I observed people’s ways of being, both online and out in the world of smartphones and tablets. My literary and philosophical training was useful when comparing these behaviours to older imaginings of personhood. I became alert to how the digital revolution was being packaged to us, commercially and civically, in adverts, in rhetoric. I scrutinized myself as well, for signs of any new kinds of preoccupation, desire, empathy and misanthropy, which could be deemed born from the pressures of tending two selves: one real and one virtual. I hoped, as Zadie Smith has argued when writing about the experience of being digitized, that I wasn’t a freak, and that other people were feeling these things, too. An author can certainly read too much into something, but invariably this will cause the writing to creak and strain. Sentences can usually tell when they’re being asked to bear too much.
What book do you wish that you had written?
It would be a pleasure to add Elizabeth Bowen’s The Last September to my bibliography. Imagine being the author of such a brief but genius description of an ante-room, which included ‘a circle of not very comfortable shell-shaped chairs that no one took seriously.’
Do you read your reviews? How do you respond to them, good or bad?
I would be astonished and impressed if a debut writer could ignore their first reviews. I read all of mine and have been fortunate that (so far) the critics have been generous. My response to being summed up and appraised is probably not my finest feature! Good reviews cheer up an afternoon and make it seem like the Earth is spinning on its proper axis. But then I was shown one blogger’s rude tweet, and my unbecoming instinct was to assume that the displeasure was their failing, not mine. Reflecting someone else’s opinion of you back onto them is a kind of narcissism turned inside out, and hopefully I’ll outgrow it, pronto.
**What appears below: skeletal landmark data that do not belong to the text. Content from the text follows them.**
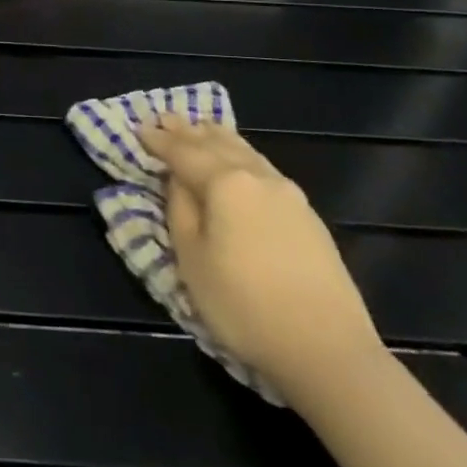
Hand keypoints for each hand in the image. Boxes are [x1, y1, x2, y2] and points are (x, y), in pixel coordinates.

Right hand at [140, 113, 383, 404]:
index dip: (159, 141)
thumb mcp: (192, 259)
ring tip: (200, 127)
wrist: (327, 349)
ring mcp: (288, 193)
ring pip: (245, 151)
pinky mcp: (307, 215)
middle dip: (188, 130)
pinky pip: (263, 167)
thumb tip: (178, 179)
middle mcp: (258, 176)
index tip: (139, 127)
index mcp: (225, 182)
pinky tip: (240, 159)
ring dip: (217, 137)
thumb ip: (180, 209)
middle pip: (216, 143)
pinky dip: (241, 154)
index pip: (183, 152)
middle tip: (166, 117)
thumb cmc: (243, 305)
Any advice on how to deal with the bad?
If the bad review rings true to your own secret suspicions, then go somewhere quiet, arrange your face into the expression of Cate Blanchett at the end of Elizabeth, and stonily decide to correct the problem next time. If not, conclude that this reader and your book weren’t meant to be, and don’t overdo the muttering putdowns.
If you were trapped on a desert island, which two books would you want to have with you and why?
I would definitely bring Howards End by E.M. Forster, because when I first read it as a late-teenager I was vibrating at exactly its frequency of radicalism and nostalgia. I’ve rarely been so drunk on a book’s language and ideas, and because of this puppy love it is endlessly consoling to reread. Also, its moral imagination, as mysteriously happens with books, is more admirable than that of its author.
The second book would be, perhaps unexcitingly, The Lord of the Rings, for the obvious reasons of epic scale intercut with cosiness. After a while on the island, I would probably just skip from one scene of refuge to the next, beaching myself in an endless cycle of firesides, elven homely houses, milk and honey, stocked larders, lanterns in the woods, round and round until salvation came.
What was the last book you read?
Another Country by James Baldwin. The anger smokes off the pages and gets into your clothes and hair. You become angry too, while resolving to drink more spirits and sleep with each and every one of your friends.
What does it feel like to be four-dimensional? How do digital technologies influence the rhythms of our thoughts, the style and tilt of our consciousness? What new sensitivities and sensibilities are emerging with our exposure to the delights, sorrows and anxieties of a networked world? This is a portrait of life in a digital landscape.